_Work task_
Write the data below out again, with each line matching the original.
---- Record excerpts
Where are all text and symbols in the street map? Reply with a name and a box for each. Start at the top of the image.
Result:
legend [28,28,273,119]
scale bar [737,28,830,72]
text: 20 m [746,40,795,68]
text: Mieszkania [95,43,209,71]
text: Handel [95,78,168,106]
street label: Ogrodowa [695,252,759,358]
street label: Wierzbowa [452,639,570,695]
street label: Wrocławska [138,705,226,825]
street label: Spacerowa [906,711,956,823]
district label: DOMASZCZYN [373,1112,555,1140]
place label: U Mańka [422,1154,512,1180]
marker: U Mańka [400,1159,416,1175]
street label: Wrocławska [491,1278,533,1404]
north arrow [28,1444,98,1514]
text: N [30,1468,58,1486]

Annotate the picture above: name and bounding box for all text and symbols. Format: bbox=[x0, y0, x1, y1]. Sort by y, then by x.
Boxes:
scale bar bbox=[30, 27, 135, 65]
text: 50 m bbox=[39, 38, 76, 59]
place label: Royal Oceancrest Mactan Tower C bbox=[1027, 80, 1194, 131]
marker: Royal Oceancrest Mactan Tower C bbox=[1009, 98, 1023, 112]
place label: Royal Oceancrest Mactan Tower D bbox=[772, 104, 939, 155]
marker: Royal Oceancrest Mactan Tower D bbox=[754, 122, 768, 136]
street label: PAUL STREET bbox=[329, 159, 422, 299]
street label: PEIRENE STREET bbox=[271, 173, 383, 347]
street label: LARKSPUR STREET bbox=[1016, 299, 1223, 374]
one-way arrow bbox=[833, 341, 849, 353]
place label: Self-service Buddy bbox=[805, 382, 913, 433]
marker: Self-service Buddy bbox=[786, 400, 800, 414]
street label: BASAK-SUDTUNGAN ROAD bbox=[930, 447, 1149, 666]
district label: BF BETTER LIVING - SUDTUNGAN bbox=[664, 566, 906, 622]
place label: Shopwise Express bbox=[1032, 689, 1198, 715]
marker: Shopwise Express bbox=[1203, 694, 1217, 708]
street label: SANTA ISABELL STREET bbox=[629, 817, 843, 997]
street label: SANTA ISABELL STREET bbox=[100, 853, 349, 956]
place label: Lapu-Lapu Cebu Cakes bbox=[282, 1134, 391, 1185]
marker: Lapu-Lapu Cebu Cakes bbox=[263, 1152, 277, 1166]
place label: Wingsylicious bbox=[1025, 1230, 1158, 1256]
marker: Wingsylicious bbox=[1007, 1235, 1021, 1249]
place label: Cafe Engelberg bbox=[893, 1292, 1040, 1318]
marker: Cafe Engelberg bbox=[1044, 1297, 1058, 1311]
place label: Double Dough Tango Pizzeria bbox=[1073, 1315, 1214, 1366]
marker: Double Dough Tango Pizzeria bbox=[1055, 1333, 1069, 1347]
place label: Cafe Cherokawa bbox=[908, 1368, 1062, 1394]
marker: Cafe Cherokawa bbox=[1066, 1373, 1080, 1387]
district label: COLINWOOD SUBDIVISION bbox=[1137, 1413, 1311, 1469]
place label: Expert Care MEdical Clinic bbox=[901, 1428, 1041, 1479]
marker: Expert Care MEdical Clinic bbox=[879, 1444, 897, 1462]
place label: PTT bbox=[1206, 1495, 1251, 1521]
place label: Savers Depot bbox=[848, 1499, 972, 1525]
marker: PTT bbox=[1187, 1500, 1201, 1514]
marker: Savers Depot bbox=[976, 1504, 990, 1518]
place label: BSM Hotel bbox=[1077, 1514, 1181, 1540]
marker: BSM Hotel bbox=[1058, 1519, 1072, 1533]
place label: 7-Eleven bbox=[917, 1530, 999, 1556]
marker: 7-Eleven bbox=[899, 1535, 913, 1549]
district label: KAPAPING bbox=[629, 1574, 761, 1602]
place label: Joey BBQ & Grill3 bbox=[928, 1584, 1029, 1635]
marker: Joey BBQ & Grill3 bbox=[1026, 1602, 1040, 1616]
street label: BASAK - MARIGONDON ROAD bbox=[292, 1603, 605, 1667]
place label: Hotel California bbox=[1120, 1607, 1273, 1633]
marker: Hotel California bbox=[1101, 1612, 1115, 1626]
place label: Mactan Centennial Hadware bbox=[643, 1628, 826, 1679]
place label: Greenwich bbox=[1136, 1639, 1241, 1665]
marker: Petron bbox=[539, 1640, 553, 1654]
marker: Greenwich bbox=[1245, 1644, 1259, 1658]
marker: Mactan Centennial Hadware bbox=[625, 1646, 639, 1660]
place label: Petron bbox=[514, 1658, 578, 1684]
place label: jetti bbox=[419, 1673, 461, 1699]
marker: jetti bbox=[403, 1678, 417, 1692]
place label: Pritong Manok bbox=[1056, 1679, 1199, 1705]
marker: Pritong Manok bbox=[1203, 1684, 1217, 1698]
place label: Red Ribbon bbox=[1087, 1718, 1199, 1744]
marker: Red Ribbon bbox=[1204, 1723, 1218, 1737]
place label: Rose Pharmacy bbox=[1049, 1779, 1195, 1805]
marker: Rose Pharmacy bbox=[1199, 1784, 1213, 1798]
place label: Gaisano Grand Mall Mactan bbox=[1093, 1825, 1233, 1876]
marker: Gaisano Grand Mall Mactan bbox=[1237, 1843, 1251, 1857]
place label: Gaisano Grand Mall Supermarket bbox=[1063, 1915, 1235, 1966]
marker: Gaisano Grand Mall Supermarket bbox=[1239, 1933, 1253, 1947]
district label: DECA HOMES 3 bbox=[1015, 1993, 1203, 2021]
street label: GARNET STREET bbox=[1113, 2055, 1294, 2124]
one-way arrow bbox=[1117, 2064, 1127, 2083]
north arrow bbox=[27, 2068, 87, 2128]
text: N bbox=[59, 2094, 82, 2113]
--------
_Exercise solution_
Where are all text and symbols in the street map? Reply with a name and a box for each. Start at the top of the image.
Result:
legend [28,28,273,119]
scale bar [737,28,830,72]
text: 20 m [746,40,795,68]
text: Mieszkania [95,43,209,71]
text: Handel [95,78,168,106]
street label: Ogrodowa [695,252,759,358]
street label: Wierzbowa [452,639,570,695]
street label: Wrocławska [138,705,226,825]
street label: Spacerowa [906,711,956,823]
district label: DOMASZCZYN [373,1112,555,1140]
place label: U Mańka [422,1154,512,1180]
marker: U Mańka [400,1159,416,1175]
street label: Wrocławska [491,1278,533,1404]
north arrow [28,1444,98,1514]
text: N [30,1468,58,1486]

Annotate the picture above: name and bounding box for all text and symbols. Format: bbox=[x0, y0, x1, y1]. Sort by y, then by x.
Boxes:
scale bar bbox=[30, 27, 135, 65]
text: 50 m bbox=[39, 38, 76, 59]
place label: Royal Oceancrest Mactan Tower C bbox=[1027, 80, 1194, 131]
marker: Royal Oceancrest Mactan Tower C bbox=[1009, 98, 1023, 112]
place label: Royal Oceancrest Mactan Tower D bbox=[772, 104, 939, 155]
marker: Royal Oceancrest Mactan Tower D bbox=[754, 122, 768, 136]
street label: PAUL STREET bbox=[329, 159, 422, 299]
street label: PEIRENE STREET bbox=[271, 173, 383, 347]
street label: LARKSPUR STREET bbox=[1016, 299, 1223, 374]
one-way arrow bbox=[833, 341, 849, 353]
place label: Self-service Buddy bbox=[805, 382, 913, 433]
marker: Self-service Buddy bbox=[786, 400, 800, 414]
street label: BASAK-SUDTUNGAN ROAD bbox=[930, 447, 1149, 666]
district label: BF BETTER LIVING - SUDTUNGAN bbox=[664, 566, 906, 622]
place label: Shopwise Express bbox=[1032, 689, 1198, 715]
marker: Shopwise Express bbox=[1203, 694, 1217, 708]
street label: SANTA ISABELL STREET bbox=[629, 817, 843, 997]
street label: SANTA ISABELL STREET bbox=[100, 853, 349, 956]
place label: Lapu-Lapu Cebu Cakes bbox=[282, 1134, 391, 1185]
marker: Lapu-Lapu Cebu Cakes bbox=[263, 1152, 277, 1166]
place label: Wingsylicious bbox=[1025, 1230, 1158, 1256]
marker: Wingsylicious bbox=[1007, 1235, 1021, 1249]
place label: Cafe Engelberg bbox=[893, 1292, 1040, 1318]
marker: Cafe Engelberg bbox=[1044, 1297, 1058, 1311]
place label: Double Dough Tango Pizzeria bbox=[1073, 1315, 1214, 1366]
marker: Double Dough Tango Pizzeria bbox=[1055, 1333, 1069, 1347]
place label: Cafe Cherokawa bbox=[908, 1368, 1062, 1394]
marker: Cafe Cherokawa bbox=[1066, 1373, 1080, 1387]
district label: COLINWOOD SUBDIVISION bbox=[1137, 1413, 1311, 1469]
place label: Expert Care MEdical Clinic bbox=[901, 1428, 1041, 1479]
marker: Expert Care MEdical Clinic bbox=[879, 1444, 897, 1462]
place label: PTT bbox=[1206, 1495, 1251, 1521]
place label: Savers Depot bbox=[848, 1499, 972, 1525]
marker: PTT bbox=[1187, 1500, 1201, 1514]
marker: Savers Depot bbox=[976, 1504, 990, 1518]
place label: BSM Hotel bbox=[1077, 1514, 1181, 1540]
marker: BSM Hotel bbox=[1058, 1519, 1072, 1533]
place label: 7-Eleven bbox=[917, 1530, 999, 1556]
marker: 7-Eleven bbox=[899, 1535, 913, 1549]
district label: KAPAPING bbox=[629, 1574, 761, 1602]
place label: Joey BBQ & Grill3 bbox=[928, 1584, 1029, 1635]
marker: Joey BBQ & Grill3 bbox=[1026, 1602, 1040, 1616]
street label: BASAK - MARIGONDON ROAD bbox=[292, 1603, 605, 1667]
place label: Hotel California bbox=[1120, 1607, 1273, 1633]
marker: Hotel California bbox=[1101, 1612, 1115, 1626]
place label: Mactan Centennial Hadware bbox=[643, 1628, 826, 1679]
place label: Greenwich bbox=[1136, 1639, 1241, 1665]
marker: Petron bbox=[539, 1640, 553, 1654]
marker: Greenwich bbox=[1245, 1644, 1259, 1658]
marker: Mactan Centennial Hadware bbox=[625, 1646, 639, 1660]
place label: Petron bbox=[514, 1658, 578, 1684]
place label: jetti bbox=[419, 1673, 461, 1699]
marker: jetti bbox=[403, 1678, 417, 1692]
place label: Pritong Manok bbox=[1056, 1679, 1199, 1705]
marker: Pritong Manok bbox=[1203, 1684, 1217, 1698]
place label: Red Ribbon bbox=[1087, 1718, 1199, 1744]
marker: Red Ribbon bbox=[1204, 1723, 1218, 1737]
place label: Rose Pharmacy bbox=[1049, 1779, 1195, 1805]
marker: Rose Pharmacy bbox=[1199, 1784, 1213, 1798]
place label: Gaisano Grand Mall Mactan bbox=[1093, 1825, 1233, 1876]
marker: Gaisano Grand Mall Mactan bbox=[1237, 1843, 1251, 1857]
place label: Gaisano Grand Mall Supermarket bbox=[1063, 1915, 1235, 1966]
marker: Gaisano Grand Mall Supermarket bbox=[1239, 1933, 1253, 1947]
district label: DECA HOMES 3 bbox=[1015, 1993, 1203, 2021]
street label: GARNET STREET bbox=[1113, 2055, 1294, 2124]
one-way arrow bbox=[1117, 2064, 1127, 2083]
north arrow bbox=[27, 2068, 87, 2128]
text: N bbox=[59, 2094, 82, 2113]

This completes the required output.